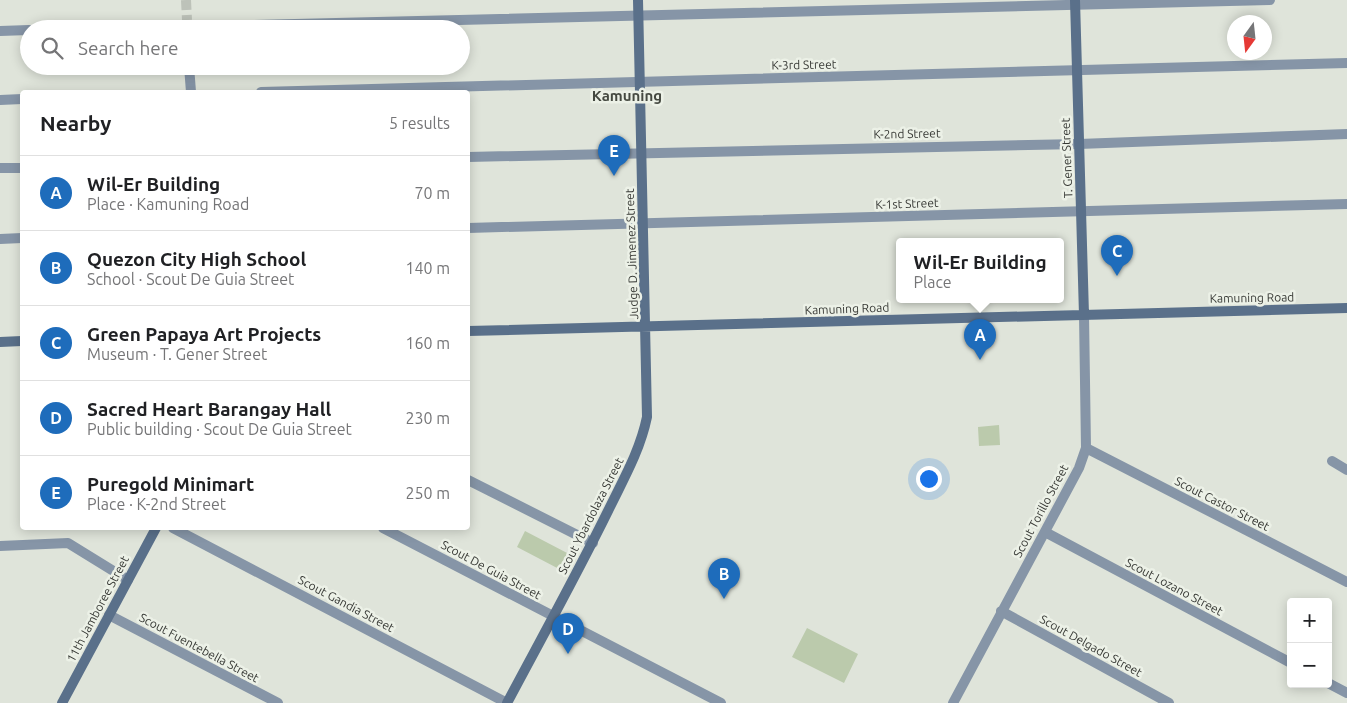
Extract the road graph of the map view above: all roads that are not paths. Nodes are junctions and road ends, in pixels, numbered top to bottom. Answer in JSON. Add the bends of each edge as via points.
{"nodes":[{"id":1,"x":638,"y":0,"type":"edge"},
{"id":2,"x":1270,"y":0,"type":"edge"},
{"id":3,"x":1075,"y":3,"type":"edge"},
{"id":4,"x":638,"y":15,"type":"junction"},
{"id":5,"x":412,"y":20,"type":"edge"},
{"id":6,"x":20,"y":30,"type":"edge"},
{"id":7,"x":0,"y":31,"type":"edge"},
{"id":8,"x":1347,"y":63,"type":"edge"},
{"id":9,"x":1077,"y":70,"type":"junction"},
{"id":10,"x":190,"y":75,"type":"edge"},
{"id":11,"x":639,"y":81,"type":"junction"},
{"id":12,"x":191,"y":90,"type":"edge"},
{"id":13,"x":330,"y":90,"type":"edge"},
{"id":14,"x":20,"y":99,"type":"edge"},
{"id":15,"x":0,"y":100,"type":"edge"},
{"id":16,"x":1347,"y":134,"type":"edge"},
{"id":17,"x":1079,"y":144,"type":"junction"},
{"id":18,"x":641,"y":152,"type":"junction"},
{"id":19,"x":470,"y":157,"type":"edge"},
{"id":20,"x":0,"y":168,"type":"edge"},
{"id":21,"x":20,"y":168,"type":"edge"},
{"id":22,"x":1347,"y":204,"type":"edge"},
{"id":23,"x":1082,"y":210,"type":"junction"},
{"id":24,"x":644,"y":224,"type":"junction"},
{"id":25,"x":470,"y":228,"type":"edge"},
{"id":26,"x":20,"y":238,"type":"edge"},
{"id":27,"x":0,"y":239,"type":"edge"},
{"id":28,"x":1347,"y":308,"type":"edge"},
{"id":29,"x":1084,"y":315,"type":"junction"},
{"id":30,"x":647,"y":327,"type":"junction"},
{"id":31,"x":470,"y":331,"type":"edge"},
{"id":32,"x":0,"y":342,"type":"edge"},
{"id":33,"x":20,"y":342,"type":"edge"},
{"id":34,"x":1086,"y":448,"type":"junction"},
{"id":35,"x":1332,"y":461,"type":"dead end"},
{"id":36,"x":1347,"y":470,"type":"edge"},
{"id":37,"x":470,"y":481,"type":"edge"},
{"id":38,"x":155,"y":530,"type":"edge"},
{"id":39,"x":177,"y":530,"type":"edge"},
{"id":40,"x":388,"y":530,"type":"edge"},
{"id":41,"x":1045,"y":532,"type":"junction"},
{"id":42,"x":593,"y":543,"type":"junction"},
{"id":43,"x":0,"y":546,"type":"edge"},
{"id":44,"x":128,"y":580,"type":"junction"},
{"id":45,"x":1347,"y":582,"type":"edge"},
{"id":46,"x":1001,"y":612,"type":"junction"},
{"id":47,"x":109,"y":615,"type":"junction"},
{"id":48,"x":554,"y":616,"type":"junction"},
{"id":49,"x":1287,"y":661,"type":"edge"},
{"id":50,"x":1332,"y":685,"type":"edge"},
{"id":51,"x":1347,"y":693,"type":"edge"},
{"id":52,"x":62,"y":703,"type":"edge"},
{"id":53,"x":278,"y":703,"type":"edge"},
{"id":54,"x":507,"y":703,"type":"edge"},
{"id":55,"x":721,"y":703,"type":"edge"},
{"id":56,"x":953,"y":703,"type":"edge"},
{"id":57,"x":1169,"y":703,"type":"edge"}],
"edges":[{"from":1,"to":4,"type":"street","name":"Judge D. Jimenez Street"},
{"from":2,"to":3,"type":"street"},
{"from":3,"to":4,"type":"street"},
{"from":3,"to":9,"type":"street","name":"T. Gener Street"},
{"from":4,"to":5,"type":"street"},
{"from":4,"to":11,"type":"street","name":"Judge D. Jimenez Street"},
{"from":6,"to":7,"type":"street"},
{"from":8,"to":9,"type":"street","name":"K-3rd Street"},
{"from":9,"to":11,"type":"street","name":"K-3rd Street"},
{"from":9,"to":17,"type":"street","name":"T. Gener Street"},
{"from":10,"to":12,"type":"street"},
{"from":11,"to":13,"type":"street","name":"K-3rd Street"},
{"from":11,"to":18,"type":"street","name":"Judge D. Jimenez Street"},
{"from":14,"to":15,"type":"street"},
{"from":16,"to":17,"type":"street","name":"K-2nd Street"},
{"from":17,"to":18,"type":"street","name":"K-2nd Street"},
{"from":17,"to":23,"type":"street","name":"T. Gener Street"},
{"from":18,"to":19,"type":"street","name":"K-2nd Street"},
{"from":18,"to":24,"type":"street","name":"Judge D. Jimenez Street"},
{"from":20,"to":21,"type":"street"},
{"from":22,"to":23,"type":"street","name":"K-1st Street"},
{"from":23,"to":24,"type":"street","name":"K-1st Street"},
{"from":23,"to":29,"type":"street","name":"T. Gener Street"},
{"from":24,"to":25,"type":"street","name":"K-1st Street"},
{"from":24,"to":30,"type":"street","name":"Judge D. Jimenez Street"},
{"from":26,"to":27,"type":"street"},
{"from":28,"to":29,"type":"street","name":"Kamuning Road"},
{"from":29,"to":30,"type":"street","name":"Kamuning Road"},
{"from":29,"to":34,"type":"street","name":"Scout Torillo Street"},
{"from":30,"to":31,"type":"street","name":"Kamuning Road"},
{"from":30,"to":42,"type":"street","name":"Scout Ybardolaza Street","via":[[648,402],[644,431],[633,462]]},
{"from":32,"to":33,"type":"street"},
{"from":34,"to":41,"type":"street","name":"Scout Torillo Street"},
{"from":34,"to":45,"type":"street","name":"Scout Castor Street"},
{"from":35,"to":36,"type":"street"},
{"from":37,"to":42,"type":"street"},
{"from":38,"to":44,"type":"street","name":"11th Jamboree Street"},
{"from":39,"to":54,"type":"street","name":"Scout Gandia Street"},
{"from":40,"to":48,"type":"street","name":"Scout De Guia Street"},
{"from":41,"to":46,"type":"street","name":"Scout Torillo Street"},
{"from":41,"to":49,"type":"street","name":"Scout Lozano Street"},
{"from":42,"to":48,"type":"street","name":"Scout Ybardolaza Street"},
{"from":43,"to":44,"type":"street","via":[[68,543]]},
{"from":44,"to":47,"type":"street","name":"11th Jamboree Street"},
{"from":46,"to":56,"type":"street","name":"Scout Torillo Street"},
{"from":46,"to":57,"type":"street","name":"Scout Delgado Street"},
{"from":47,"to":52,"type":"street","name":"11th Jamboree Street"},
{"from":47,"to":53,"type":"street","name":"Scout Fuentebella Street"},
{"from":48,"to":54,"type":"street","name":"Scout Ybardolaza Street"},
{"from":48,"to":55,"type":"street","name":"Scout De Guia Street"},
{"from":50,"to":51,"type":"street"}]}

• • • • •

Once you have identified the lines above that contain "Torillo", copy each of them.

**Written reply**
{"from":29,"to":34,"type":"street","name":"Scout Torillo Street"},
{"from":34,"to":41,"type":"street","name":"Scout Torillo Street"},
{"from":41,"to":46,"type":"street","name":"Scout Torillo Street"},
{"from":46,"to":56,"type":"street","name":"Scout Torillo Street"},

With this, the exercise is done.